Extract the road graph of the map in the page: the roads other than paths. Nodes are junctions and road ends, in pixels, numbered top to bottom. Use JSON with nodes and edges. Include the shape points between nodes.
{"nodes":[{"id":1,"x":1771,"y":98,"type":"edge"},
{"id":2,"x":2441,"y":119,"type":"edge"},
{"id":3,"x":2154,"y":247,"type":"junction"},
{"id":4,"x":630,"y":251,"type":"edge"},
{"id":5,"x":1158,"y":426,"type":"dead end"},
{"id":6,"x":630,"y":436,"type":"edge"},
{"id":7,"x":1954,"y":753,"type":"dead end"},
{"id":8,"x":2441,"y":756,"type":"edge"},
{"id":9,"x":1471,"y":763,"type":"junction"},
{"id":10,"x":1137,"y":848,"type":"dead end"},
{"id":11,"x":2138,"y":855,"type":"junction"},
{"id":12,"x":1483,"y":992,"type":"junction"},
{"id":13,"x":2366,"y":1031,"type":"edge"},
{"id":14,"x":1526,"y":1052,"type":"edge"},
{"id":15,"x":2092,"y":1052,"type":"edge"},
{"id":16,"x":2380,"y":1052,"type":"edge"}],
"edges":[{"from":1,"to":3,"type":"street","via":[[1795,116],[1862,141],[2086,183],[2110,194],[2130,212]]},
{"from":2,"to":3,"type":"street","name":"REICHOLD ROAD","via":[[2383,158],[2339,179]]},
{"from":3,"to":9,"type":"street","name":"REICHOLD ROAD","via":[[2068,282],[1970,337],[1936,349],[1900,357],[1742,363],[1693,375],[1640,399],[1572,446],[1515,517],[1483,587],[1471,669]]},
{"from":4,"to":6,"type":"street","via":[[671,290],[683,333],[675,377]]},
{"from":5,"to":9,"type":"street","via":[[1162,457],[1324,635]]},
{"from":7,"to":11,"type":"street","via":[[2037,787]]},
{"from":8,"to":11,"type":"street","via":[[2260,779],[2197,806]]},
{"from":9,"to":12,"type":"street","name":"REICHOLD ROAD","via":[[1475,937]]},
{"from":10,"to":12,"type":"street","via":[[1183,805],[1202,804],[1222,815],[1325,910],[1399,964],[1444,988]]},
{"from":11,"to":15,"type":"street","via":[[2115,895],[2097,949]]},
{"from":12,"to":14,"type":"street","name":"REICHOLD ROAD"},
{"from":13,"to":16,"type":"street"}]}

EXERCISE REQUIREMENTS:
Each record above needs to be written out exactly, with nothing left out.

TASK RESULT:
Extract the road graph of the map in the page: the roads other than paths. Nodes are junctions and road ends, in pixels, numbered top to bottom. Use JSON with nodes and edges. Include the shape points between nodes.
{"nodes":[{"id":1,"x":1771,"y":98,"type":"edge"},
{"id":2,"x":2441,"y":119,"type":"edge"},
{"id":3,"x":2154,"y":247,"type":"junction"},
{"id":4,"x":630,"y":251,"type":"edge"},
{"id":5,"x":1158,"y":426,"type":"dead end"},
{"id":6,"x":630,"y":436,"type":"edge"},
{"id":7,"x":1954,"y":753,"type":"dead end"},
{"id":8,"x":2441,"y":756,"type":"edge"},
{"id":9,"x":1471,"y":763,"type":"junction"},
{"id":10,"x":1137,"y":848,"type":"dead end"},
{"id":11,"x":2138,"y":855,"type":"junction"},
{"id":12,"x":1483,"y":992,"type":"junction"},
{"id":13,"x":2366,"y":1031,"type":"edge"},
{"id":14,"x":1526,"y":1052,"type":"edge"},
{"id":15,"x":2092,"y":1052,"type":"edge"},
{"id":16,"x":2380,"y":1052,"type":"edge"}],
"edges":[{"from":1,"to":3,"type":"street","via":[[1795,116],[1862,141],[2086,183],[2110,194],[2130,212]]},
{"from":2,"to":3,"type":"street","name":"REICHOLD ROAD","via":[[2383,158],[2339,179]]},
{"from":3,"to":9,"type":"street","name":"REICHOLD ROAD","via":[[2068,282],[1970,337],[1936,349],[1900,357],[1742,363],[1693,375],[1640,399],[1572,446],[1515,517],[1483,587],[1471,669]]},
{"from":4,"to":6,"type":"street","via":[[671,290],[683,333],[675,377]]},
{"from":5,"to":9,"type":"street","via":[[1162,457],[1324,635]]},
{"from":7,"to":11,"type":"street","via":[[2037,787]]},
{"from":8,"to":11,"type":"street","via":[[2260,779],[2197,806]]},
{"from":9,"to":12,"type":"street","name":"REICHOLD ROAD","via":[[1475,937]]},
{"from":10,"to":12,"type":"street","via":[[1183,805],[1202,804],[1222,815],[1325,910],[1399,964],[1444,988]]},
{"from":11,"to":15,"type":"street","via":[[2115,895],[2097,949]]},
{"from":12,"to":14,"type":"street","name":"REICHOLD ROAD"},
{"from":13,"to":16,"type":"street"}]}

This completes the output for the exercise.